Blizzard responded to some of the criticism, with senior producer Kenny Hudson stating that creating conventionally attractive heroes was out of necessity due to "technical needs". Explaining further, he expressed that when developing the characters they aimed to make them more unique, but still able to easily develop in-game cosmetics for the character. In response, GamesRadar+ writer Kaan Serin stated that this did not address the claim of characters' faces becoming more "homogenized", and cited how some fans had come to refer to what had occurred with Anran's face as "Kirikofication".

Meanwhile, fans began contributing their own redesign proposals for the character's face. Anran's voice actress Fareeha Andersen weighed in on the debate herself, stating that she did not want to step on the developer's toes and saw them as doing their best. Nonetheless, Andersen expressed she "mourned" her character, feeling that the original design in the short challenged "the beauty standards plaguing, ransacking media these days", particularly describing the character's nose in her finalized appearance as "ozempic chic". Going further, she stated the changed design felt at odds with the development team's goals, and made her instead look "like the younger sibling, she looks more docile, somehow". Anderson added she had been collecting the redesigns fans had done, and hoped to show them to the development team.

Shortly afterwards, game director Aaron Keller confirmed that in response to the feedback, they would be making adjustments to Anran's face over the course of the next few months, stating the developers were "currently discussing what it will take to make Anran look and feel more like the fierce, older sister that we all envision her to be". Scott Duwe praised the response, feeling that while such a change would not occur overnight he found it admirable that they were quick to turn the situation around, and he looked forward to the visual variety the change would bring. He also praised the community's handling of the matter, praising their kind and respectful reaction in delivering feedback.

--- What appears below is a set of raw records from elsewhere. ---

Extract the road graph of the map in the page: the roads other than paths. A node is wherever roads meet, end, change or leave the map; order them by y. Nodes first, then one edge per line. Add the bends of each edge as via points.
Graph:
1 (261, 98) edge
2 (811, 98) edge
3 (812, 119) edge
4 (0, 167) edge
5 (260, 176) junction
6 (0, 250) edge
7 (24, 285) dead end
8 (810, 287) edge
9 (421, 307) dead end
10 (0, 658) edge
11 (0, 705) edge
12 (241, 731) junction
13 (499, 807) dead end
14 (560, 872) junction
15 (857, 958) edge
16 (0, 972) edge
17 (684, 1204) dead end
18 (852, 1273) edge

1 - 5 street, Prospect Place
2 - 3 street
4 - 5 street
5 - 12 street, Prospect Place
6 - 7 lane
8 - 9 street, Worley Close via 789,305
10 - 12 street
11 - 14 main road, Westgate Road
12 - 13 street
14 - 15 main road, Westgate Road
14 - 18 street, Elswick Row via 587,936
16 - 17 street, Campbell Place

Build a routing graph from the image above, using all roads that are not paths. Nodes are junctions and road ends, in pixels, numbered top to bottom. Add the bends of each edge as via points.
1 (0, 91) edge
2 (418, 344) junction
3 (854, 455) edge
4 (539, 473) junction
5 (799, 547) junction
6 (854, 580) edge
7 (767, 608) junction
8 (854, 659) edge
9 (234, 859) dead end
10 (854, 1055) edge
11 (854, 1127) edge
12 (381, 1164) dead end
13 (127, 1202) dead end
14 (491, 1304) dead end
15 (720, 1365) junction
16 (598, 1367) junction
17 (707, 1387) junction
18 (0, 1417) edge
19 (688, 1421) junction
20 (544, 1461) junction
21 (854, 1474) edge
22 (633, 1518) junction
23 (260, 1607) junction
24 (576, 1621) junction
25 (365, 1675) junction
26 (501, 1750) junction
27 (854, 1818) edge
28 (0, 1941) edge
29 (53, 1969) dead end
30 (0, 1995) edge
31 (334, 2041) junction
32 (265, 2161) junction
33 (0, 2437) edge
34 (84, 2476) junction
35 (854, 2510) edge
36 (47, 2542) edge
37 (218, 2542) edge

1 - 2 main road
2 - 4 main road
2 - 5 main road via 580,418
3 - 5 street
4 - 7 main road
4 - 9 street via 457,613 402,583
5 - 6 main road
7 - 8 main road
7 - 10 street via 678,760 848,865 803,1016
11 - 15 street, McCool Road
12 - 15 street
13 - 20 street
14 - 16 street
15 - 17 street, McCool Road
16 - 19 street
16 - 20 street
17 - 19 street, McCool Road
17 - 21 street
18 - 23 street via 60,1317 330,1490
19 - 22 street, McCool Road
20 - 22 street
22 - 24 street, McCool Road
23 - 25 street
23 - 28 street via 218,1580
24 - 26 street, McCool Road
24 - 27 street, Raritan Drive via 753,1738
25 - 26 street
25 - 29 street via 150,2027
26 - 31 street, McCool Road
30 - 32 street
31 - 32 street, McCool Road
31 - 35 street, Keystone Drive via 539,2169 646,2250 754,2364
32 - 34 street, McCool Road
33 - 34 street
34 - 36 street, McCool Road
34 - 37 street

The redesign of Anran's face was shown a week ahead of its update in Season 2 during April 2026. Keller said that the new changes Anran were to reflect that she is "confident, determined, fierce and a natural born leader, and we want her visuals in-game to convey that personality, so we made some adjustments to her face." While players' reactions were mixed to the changes, Andersen said she was "grateful for this update, she looks much more like the strong older sibling we knew her to be." Lauren Bergin of PCGamesN stated that while fan response was mixed with many feeling the alterations were minimal, after looking at Blizzard's infographics highlighting the change she found them substantial. She added that while she felt more could be done, "Anran does look and feel like the character we wanted her to be", and she considered the development team listening to player feedback a rare and positive instance.